Your assignment:
Take each line below that has "nodes" and copy it.

Data for this task:

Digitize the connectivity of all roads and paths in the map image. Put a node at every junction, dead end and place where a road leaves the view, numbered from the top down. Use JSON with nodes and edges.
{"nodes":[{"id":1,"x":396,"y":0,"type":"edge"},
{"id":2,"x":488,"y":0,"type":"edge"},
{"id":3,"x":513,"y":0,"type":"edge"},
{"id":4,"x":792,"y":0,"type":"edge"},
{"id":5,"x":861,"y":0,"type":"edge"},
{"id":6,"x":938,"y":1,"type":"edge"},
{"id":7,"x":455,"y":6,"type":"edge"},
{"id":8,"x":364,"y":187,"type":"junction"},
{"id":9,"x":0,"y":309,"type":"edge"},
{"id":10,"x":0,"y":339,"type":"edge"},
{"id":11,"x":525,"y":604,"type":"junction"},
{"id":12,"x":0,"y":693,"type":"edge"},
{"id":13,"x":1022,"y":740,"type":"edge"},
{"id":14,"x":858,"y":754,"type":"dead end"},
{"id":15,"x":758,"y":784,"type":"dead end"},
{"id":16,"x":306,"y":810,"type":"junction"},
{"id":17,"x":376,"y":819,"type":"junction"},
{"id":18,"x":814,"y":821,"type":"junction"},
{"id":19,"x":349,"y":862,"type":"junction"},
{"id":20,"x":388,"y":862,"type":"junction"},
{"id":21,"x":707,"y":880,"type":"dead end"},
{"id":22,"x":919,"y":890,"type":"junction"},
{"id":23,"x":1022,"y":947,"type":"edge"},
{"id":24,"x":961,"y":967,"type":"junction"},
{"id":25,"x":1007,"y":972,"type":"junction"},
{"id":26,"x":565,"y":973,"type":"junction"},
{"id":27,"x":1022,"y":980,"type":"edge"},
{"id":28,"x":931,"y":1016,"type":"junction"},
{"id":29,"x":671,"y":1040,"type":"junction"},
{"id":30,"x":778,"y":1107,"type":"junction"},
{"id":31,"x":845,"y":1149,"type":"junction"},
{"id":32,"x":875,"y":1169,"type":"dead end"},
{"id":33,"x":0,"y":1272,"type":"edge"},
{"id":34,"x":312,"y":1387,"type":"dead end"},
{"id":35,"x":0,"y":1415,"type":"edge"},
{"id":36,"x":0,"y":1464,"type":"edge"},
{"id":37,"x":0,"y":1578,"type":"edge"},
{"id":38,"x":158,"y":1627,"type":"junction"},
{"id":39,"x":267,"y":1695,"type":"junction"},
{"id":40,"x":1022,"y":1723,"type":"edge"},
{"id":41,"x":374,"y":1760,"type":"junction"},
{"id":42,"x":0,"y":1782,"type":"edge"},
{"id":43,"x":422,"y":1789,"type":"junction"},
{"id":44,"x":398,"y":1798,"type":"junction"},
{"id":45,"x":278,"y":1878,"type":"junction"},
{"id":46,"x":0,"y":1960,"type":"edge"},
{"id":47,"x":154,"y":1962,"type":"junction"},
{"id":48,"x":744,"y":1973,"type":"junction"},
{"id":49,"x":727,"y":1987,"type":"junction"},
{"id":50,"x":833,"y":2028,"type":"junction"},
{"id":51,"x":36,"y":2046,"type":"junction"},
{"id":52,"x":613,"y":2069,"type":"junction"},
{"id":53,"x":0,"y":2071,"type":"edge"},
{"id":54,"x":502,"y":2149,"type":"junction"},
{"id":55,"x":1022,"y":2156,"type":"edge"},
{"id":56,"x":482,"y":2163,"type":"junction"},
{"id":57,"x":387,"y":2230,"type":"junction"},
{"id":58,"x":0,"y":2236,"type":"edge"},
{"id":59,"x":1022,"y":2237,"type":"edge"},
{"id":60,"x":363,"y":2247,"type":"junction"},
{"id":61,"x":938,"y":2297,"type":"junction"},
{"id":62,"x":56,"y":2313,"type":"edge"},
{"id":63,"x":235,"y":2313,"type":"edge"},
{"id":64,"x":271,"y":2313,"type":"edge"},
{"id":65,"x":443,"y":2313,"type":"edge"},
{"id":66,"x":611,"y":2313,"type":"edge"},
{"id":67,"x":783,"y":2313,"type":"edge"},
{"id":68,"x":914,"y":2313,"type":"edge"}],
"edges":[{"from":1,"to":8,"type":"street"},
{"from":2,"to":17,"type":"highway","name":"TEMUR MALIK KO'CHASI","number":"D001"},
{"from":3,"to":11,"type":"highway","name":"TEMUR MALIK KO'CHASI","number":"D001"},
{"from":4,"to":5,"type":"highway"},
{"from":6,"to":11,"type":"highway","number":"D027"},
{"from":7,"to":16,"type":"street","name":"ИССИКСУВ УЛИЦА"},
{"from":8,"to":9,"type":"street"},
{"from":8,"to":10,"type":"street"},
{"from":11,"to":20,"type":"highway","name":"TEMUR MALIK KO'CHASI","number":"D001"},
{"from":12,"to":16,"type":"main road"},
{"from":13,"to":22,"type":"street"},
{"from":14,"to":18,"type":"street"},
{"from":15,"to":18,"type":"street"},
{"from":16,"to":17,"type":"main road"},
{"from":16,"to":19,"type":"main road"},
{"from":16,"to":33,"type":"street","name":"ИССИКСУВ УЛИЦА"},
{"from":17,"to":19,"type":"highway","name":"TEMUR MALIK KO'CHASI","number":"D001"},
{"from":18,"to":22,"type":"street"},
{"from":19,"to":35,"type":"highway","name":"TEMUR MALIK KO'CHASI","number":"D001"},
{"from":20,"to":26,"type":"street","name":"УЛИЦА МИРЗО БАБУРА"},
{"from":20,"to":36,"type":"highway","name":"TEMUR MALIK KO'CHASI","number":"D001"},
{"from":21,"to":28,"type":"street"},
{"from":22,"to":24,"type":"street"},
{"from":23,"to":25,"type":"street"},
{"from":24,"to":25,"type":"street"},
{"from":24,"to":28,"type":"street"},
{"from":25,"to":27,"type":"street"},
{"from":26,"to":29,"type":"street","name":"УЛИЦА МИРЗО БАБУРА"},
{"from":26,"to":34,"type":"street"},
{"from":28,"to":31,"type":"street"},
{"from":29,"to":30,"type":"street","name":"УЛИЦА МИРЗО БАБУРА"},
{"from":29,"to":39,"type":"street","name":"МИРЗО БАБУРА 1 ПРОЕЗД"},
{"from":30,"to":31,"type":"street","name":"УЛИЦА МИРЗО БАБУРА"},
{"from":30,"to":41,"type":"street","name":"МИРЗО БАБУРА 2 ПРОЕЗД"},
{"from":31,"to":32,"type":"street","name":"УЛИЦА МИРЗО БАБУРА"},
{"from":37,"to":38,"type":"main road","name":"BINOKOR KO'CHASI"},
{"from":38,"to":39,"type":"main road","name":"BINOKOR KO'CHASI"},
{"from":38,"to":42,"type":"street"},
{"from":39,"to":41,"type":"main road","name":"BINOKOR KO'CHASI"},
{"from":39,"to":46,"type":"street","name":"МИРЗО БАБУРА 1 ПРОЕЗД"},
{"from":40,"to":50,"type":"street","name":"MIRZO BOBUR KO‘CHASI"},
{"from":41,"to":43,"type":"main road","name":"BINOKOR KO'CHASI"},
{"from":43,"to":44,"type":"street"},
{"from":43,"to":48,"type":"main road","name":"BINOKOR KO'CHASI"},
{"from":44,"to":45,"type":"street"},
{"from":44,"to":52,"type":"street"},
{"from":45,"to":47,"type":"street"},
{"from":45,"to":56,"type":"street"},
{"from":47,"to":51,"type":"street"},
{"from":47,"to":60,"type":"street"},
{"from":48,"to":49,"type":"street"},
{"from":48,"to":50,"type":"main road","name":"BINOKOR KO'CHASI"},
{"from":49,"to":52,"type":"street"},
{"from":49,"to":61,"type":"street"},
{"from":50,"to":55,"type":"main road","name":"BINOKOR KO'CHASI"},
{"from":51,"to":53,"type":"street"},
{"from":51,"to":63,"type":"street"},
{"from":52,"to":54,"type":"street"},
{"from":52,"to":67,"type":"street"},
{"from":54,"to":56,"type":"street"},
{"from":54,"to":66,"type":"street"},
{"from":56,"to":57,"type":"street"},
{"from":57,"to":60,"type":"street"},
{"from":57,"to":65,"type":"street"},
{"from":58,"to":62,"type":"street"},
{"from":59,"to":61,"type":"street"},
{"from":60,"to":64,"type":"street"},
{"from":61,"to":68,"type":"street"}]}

Response below:
Digitize the connectivity of all roads and paths in the map image. Put a node at every junction, dead end and place where a road leaves the view, numbered from the top down. Use JSON with nodes and edges.
{"nodes":[{"id":1,"x":396,"y":0,"type":"edge"},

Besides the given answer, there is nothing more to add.